Todas las oficinas anteriores al año 218 antes de Jesucristo — la más próxima era Alejandría (250 a 230)- estaban «aún» allí con unos doscientos agentes en total. Se confirmó la imposibilidad de un contacto escrito con el futuro, y unas pocas gestiones corroboraron la prueba. Una apurada reunión tuvo lugar en la Academia, sita, como se sabe, en el periodo Oligoceno, y a ella concurrieron agentes libres ya experimentados. Everard se vio a si mismo presidiendo una reunión de oficiales superiores. En ella todos convinieron que habría que reparar el daño. Pero se temía por aquellos agentes que se habían internado en el tiempo, como lo había hecho el mismo Everard, y que no estuvieron de vuelta al reconstituir la Historia. Everard envió partidas para recogerlos, pero sin gran confianza en el éxito. Les advirtió a todos que estuviesen de vuelta en un día del tiempo local o se atuvieran a las consecuencias.

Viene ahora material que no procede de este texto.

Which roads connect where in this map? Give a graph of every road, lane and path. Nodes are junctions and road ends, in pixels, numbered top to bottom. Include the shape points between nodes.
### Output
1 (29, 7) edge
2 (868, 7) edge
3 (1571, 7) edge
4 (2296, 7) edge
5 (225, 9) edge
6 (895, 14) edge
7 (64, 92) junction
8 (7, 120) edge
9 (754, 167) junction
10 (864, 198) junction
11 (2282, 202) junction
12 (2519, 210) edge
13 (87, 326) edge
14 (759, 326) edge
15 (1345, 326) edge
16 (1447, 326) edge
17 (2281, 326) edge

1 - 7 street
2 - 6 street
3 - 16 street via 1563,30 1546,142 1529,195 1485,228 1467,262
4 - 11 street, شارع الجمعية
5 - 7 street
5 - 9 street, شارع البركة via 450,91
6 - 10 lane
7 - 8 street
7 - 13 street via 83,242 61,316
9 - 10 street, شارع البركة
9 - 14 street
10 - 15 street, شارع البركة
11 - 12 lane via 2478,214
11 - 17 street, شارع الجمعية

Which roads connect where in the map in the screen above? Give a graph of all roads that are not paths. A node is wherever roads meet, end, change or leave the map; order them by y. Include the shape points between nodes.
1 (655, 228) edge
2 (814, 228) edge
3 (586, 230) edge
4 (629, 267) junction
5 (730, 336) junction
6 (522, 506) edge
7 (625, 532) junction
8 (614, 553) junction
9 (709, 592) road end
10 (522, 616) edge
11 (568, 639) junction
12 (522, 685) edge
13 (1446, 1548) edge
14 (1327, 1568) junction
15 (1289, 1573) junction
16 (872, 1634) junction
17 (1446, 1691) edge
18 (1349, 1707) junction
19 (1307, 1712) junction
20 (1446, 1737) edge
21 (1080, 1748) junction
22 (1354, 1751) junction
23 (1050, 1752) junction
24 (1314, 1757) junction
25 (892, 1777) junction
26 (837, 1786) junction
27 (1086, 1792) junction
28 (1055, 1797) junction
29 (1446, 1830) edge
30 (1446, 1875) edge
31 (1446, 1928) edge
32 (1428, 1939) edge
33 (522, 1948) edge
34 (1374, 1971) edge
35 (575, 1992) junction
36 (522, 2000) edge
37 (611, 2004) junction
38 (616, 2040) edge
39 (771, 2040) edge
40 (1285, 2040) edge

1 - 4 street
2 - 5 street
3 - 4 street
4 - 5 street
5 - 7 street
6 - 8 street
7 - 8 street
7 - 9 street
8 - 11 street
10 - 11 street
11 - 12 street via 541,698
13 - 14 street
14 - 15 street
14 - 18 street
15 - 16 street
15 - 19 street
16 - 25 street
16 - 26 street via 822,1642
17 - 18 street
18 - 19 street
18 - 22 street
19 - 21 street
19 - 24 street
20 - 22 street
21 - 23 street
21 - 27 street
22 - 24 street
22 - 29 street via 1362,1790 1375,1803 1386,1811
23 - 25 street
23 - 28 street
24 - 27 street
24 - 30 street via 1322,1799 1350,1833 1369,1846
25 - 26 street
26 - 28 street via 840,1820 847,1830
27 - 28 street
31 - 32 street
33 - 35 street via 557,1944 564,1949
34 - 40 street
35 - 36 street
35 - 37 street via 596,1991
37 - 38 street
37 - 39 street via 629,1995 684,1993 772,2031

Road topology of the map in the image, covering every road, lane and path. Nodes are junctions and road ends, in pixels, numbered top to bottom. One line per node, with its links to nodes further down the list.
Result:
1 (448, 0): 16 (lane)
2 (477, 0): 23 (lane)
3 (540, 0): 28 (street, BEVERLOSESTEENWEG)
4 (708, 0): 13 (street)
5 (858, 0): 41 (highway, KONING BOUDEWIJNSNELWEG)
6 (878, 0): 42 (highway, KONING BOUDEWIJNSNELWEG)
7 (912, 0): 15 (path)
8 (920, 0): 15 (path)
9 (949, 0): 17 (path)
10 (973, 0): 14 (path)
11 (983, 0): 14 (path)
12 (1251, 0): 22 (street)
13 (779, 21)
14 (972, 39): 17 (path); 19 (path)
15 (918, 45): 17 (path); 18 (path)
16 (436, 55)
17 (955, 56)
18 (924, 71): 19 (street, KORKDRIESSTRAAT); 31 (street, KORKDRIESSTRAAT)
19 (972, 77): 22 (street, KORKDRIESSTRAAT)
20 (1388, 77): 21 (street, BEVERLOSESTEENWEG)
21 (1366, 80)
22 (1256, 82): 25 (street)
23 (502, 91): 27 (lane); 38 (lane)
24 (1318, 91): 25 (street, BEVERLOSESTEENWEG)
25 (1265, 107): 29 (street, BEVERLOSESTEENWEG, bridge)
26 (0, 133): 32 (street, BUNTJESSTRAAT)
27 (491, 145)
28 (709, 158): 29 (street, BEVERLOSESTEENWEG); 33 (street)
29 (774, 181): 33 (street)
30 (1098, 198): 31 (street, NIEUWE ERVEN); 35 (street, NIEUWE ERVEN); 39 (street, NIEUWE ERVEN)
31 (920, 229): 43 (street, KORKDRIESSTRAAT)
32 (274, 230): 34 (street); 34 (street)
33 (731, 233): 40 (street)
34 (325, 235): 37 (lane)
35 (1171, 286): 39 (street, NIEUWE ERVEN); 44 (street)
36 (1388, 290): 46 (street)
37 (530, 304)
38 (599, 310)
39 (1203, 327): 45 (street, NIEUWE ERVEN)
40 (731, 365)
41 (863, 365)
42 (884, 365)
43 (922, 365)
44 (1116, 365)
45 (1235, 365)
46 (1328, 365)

Un hombre del Renacimiento científico expuso otra cuestión. Concedido; los sobrevivientes tenían el claro y pleno deber de restaurar la Historia, pero también de conocerla a fondo, por lo que habrían de hacerse varios años de trabajo antropológico. Everard rechazó con dificultad la sugerencia. Habían quedado pocos agentes para correr el riesgo. Grupos de estudio debían determinar el momento exacto y las circunstancias del cambio. La disputa sobre los métodos se hizo interminable. Everard escrutó la noche prehumana y acabó preguntándose si los megaterios no estaban haciendo su papel mejor que aquellos antropomórficos sucesores suyos.

Cuando, por fin, recogió todas las partidas despachadas, vació una botella con Van Sarawak, y ambos se emborracharon.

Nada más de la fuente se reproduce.